Records contained in a dataset
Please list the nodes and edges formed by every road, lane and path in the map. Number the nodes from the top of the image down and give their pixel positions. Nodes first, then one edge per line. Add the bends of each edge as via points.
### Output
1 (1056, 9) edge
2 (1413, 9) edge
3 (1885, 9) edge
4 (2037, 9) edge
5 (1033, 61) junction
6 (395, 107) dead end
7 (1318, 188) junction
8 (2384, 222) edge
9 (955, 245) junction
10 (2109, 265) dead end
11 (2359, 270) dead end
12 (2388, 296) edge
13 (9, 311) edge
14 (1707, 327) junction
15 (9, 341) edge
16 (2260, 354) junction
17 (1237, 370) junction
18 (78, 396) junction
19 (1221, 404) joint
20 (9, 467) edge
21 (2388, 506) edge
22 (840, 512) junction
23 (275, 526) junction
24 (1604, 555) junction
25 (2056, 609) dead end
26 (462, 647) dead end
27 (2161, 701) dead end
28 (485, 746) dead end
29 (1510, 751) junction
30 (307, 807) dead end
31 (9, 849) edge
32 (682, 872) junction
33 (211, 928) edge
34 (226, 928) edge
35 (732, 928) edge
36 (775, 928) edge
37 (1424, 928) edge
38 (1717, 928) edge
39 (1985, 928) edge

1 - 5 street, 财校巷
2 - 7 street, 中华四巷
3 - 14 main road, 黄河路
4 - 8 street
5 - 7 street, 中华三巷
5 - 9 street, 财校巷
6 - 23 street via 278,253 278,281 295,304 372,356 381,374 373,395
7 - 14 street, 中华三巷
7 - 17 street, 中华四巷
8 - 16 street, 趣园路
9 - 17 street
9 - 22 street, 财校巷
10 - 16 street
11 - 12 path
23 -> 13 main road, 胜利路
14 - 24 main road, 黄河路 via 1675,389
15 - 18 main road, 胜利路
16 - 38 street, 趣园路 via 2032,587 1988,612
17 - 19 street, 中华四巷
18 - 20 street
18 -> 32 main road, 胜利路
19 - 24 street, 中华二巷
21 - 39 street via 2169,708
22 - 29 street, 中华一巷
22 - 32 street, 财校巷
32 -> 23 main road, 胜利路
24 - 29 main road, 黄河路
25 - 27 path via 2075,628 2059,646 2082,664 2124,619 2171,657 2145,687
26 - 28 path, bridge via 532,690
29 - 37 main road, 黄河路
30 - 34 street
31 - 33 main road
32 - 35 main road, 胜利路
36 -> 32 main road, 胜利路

---

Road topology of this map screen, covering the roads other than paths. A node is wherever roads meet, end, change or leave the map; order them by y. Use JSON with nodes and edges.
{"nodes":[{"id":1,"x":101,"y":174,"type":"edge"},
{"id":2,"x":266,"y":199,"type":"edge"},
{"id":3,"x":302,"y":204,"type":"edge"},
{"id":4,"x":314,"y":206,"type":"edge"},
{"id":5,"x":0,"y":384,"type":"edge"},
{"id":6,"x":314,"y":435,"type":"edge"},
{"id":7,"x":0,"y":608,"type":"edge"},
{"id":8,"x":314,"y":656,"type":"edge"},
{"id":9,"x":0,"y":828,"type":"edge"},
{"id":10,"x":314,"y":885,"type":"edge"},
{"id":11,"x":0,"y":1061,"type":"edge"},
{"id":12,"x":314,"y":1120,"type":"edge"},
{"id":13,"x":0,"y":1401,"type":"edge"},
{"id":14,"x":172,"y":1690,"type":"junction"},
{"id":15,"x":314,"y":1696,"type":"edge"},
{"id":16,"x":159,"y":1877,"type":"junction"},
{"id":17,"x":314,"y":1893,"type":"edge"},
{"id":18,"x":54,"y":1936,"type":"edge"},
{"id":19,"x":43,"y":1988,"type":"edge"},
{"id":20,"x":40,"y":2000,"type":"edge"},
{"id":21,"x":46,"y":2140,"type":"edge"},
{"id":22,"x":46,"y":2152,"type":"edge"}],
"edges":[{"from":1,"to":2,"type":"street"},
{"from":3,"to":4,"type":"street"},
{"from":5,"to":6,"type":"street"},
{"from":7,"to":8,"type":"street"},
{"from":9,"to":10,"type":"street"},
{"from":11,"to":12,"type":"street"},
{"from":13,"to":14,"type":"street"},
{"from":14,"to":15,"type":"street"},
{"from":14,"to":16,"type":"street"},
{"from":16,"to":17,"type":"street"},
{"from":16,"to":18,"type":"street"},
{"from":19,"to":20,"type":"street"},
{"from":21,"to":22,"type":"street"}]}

-- Task brief --
Every line in the entries above that has the word "中华四巷" should be identified and copied.

-- Solution to this exercise --
2 - 7 street, 中华四巷
7 - 17 street, 中华四巷
17 - 19 street, 中华四巷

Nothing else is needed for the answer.